Data for processing Block Start

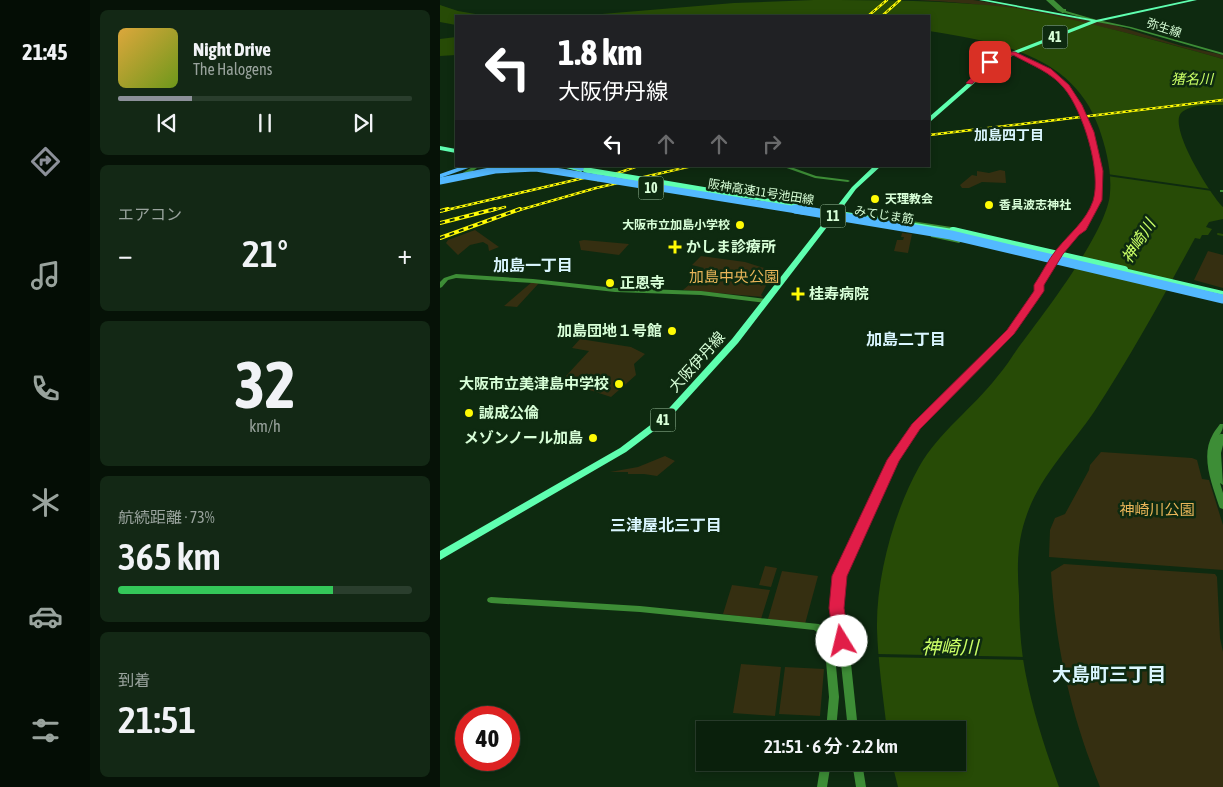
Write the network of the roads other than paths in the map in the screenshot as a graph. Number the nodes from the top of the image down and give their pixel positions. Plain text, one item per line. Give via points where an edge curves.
1 (981, 0) edge
2 (1051, 0) edge
3 (1196, 0) edge
4 (1159, 8) joint
5 (1061, 11) junction
6 (1095, 20) junction
7 (1013, 52) junction
8 (1223, 54) edge
9 (930, 119) edge
10 (440, 150) edge
11 (455, 152) edge
12 (469, 167) edge
13 (476, 167) edge
14 (497, 167) edge
15 (535, 167) edge
16 (551, 167) edge
17 (568, 167) edge
18 (785, 167) edge
19 (877, 167) edge
20 (566, 170) edge
21 (586, 170) junction
22 (440, 181) edge
23 (848, 181) dead end
24 (738, 199) junction
25 (833, 214) junction
26 (867, 220) junction
27 (950, 234) joint
28 (993, 237) junction
29 (993, 248) junction
30 (1059, 252) junction
31 (1052, 262) junction
32 (1122, 273) junction
33 (440, 286) edge
34 (1223, 298) edge
35 (766, 301) junction
36 (1223, 426) edge
37 (1223, 436) edge
38 (1223, 482) edge
39 (1223, 506) edge
40 (440, 556) edge
41 (491, 600) dead end
42 (832, 721) edge
43 (852, 721) edge
44 (825, 771) edge
45 (858, 771) edge
46 (822, 787) edge
47 (861, 787) edge

1 - 5 main road
2 - 5 street, bridge
3 - 4 main road, 41
4 - 6 main road, 41
5 - 6 main road
5 - 6 street, 弥生線
6 - 7 main road, 41
6 - 7 main road, 41
6 - 8 street, 弥生線
7 - 9 main road, 41 via 993,64
7 - 30 street via 1048,70 1066,87 1085,117 1097,157 1099,190 1096,206 1083,228
10 - 11 main road
12 - 22 highway
13 - 22 street
14 - 22 highway, bridge
15 - 20 main road, みてじま筋 / 10, bridge
16 - 34 highway, 阪神高速11号池田線 / 11, bridge via 971,236
17 - 21 main road, みてじま筋 / 10
18 - 23 street via 815,177
19 - 25 main road, 大阪伊丹線 / 41
20 - 21 highway
20 - 22 highway, bridge via 505,171
20 - 24 main road, みてじま筋 / 10, bridge
21 - 24 main road, みてじま筋 / 10, bridge
22 - 34 highway, 阪神高速11号池田線 / 11, bridge via 510,168 558,171 960,236
24 - 25 main road, みてじま筋 / 10
25 - 26 main road, みてじま筋 / 10
25 - 35 main road, 大阪伊丹線 / 41
26 - 27 main road, みてじま筋 / 10
26 - 28 street via 890,218
26 - 29 street
27 - 32 main road, みてじま筋 / 10, bridge
28 - 29 street
28 - 30 street
29 - 31 street
30 - 31 street
31 - 43 street via 1039,291 1011,332 906,439 852,545 840,576 837,608
32 - 34 main road, bridge via 1187,294
32 - 34 main road via 1200,287
33 - 35 street via 446,279 456,276 615,290 701,293
35 - 40 main road, 大阪伊丹線 / 41 via 668,416 644,436
36 - 39 street via 1210,453
37 - 38 street via 1217,454
41 - 42 street via 640,609 816,628 828,635 834,697
44 - 46 street
45 - 47 street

Data for processing Block End

Task item -
Copy out each line in the preceding records that contains "highway".

Answer for the task -
12 - 22 highway
14 - 22 highway, bridge
16 - 34 highway, 阪神高速11号池田線 / 11, bridge via 971,236
20 - 21 highway
20 - 22 highway, bridge via 505,171
22 - 34 highway, 阪神高速11号池田線 / 11, bridge via 510,168 558,171 960,236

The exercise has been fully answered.